I will reiterate that on the whole I get so much help from affiliate managers and have a GREAT relationship with many of them. But things like what I have mentioned above, especially in Q4, are enough to make me question how long I want to continue being an affiliate.
Let’s help each other be more successful, not less!
Osman Paz says
Note to self- No newsletter on Fridays. We are starting our affiliate program within the next two weeks and #7 really resonated with me.
Thanks Tricia!
Kim says
It is great to hear from the other side! Thanks for your peeve list!
Stephen Robinson says
Excellent stuff here. Thank you for sharing, especially #6, I admit I have been guilty of this one from time to time in an effort to get links built out and live on the network as quickly as possible. I had not considered the extra work you go looking at the feed first.

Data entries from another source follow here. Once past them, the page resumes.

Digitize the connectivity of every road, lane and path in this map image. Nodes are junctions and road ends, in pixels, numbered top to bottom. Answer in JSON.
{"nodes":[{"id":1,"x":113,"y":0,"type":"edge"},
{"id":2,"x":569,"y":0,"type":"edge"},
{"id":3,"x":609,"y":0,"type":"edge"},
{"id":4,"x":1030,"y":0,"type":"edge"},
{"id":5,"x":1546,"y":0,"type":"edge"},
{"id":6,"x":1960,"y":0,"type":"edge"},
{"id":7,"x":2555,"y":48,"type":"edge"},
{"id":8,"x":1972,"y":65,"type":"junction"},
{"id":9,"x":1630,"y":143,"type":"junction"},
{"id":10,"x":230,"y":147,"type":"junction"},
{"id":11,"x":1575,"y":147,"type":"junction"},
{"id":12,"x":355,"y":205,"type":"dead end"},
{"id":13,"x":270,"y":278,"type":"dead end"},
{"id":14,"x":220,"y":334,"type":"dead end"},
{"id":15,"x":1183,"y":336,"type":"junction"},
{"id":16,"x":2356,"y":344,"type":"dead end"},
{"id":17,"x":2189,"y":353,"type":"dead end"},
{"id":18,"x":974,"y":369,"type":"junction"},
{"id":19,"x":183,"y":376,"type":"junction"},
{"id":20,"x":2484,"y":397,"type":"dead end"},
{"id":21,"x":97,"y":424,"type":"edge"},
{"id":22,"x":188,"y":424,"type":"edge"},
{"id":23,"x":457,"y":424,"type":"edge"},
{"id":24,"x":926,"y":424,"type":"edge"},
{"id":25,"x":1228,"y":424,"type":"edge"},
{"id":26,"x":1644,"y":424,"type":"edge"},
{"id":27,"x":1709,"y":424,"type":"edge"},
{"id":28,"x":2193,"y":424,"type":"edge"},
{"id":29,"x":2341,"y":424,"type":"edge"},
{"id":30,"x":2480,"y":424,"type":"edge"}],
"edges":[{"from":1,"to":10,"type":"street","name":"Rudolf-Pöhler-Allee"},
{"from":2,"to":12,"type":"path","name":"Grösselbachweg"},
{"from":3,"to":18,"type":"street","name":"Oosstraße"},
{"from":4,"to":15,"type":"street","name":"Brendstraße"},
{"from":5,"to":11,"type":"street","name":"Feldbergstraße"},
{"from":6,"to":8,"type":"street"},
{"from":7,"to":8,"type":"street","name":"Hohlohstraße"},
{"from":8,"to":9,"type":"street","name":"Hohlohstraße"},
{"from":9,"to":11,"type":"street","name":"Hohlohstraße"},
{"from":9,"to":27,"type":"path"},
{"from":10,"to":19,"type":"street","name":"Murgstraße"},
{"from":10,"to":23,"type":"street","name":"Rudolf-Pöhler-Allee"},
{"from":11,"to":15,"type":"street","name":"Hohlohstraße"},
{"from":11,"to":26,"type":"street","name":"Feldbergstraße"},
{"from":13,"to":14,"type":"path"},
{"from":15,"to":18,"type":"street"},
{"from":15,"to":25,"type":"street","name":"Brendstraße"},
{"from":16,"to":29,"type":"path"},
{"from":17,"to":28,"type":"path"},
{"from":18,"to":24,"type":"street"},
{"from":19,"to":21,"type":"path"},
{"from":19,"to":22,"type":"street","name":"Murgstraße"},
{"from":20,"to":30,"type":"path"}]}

Jessica @ The Budget Savvy Bride says
YASSSS to all of this. Well said, Tricia!
Cindy Ballard says
I’m just thankful I can’t be accused of any of those or I’d be getting hate mail (she can do that when shes your daughter)
Jennifer Myers Ward says
Very helpful perspective…always helpful to learn what we OPMs can do to help make our partnership work better…then we all win!
Christen Evans says
Preach, girl! #3 and #7 are hardcore peeves.
Greg Hoffman says
I think we should chip in and buy her some wine.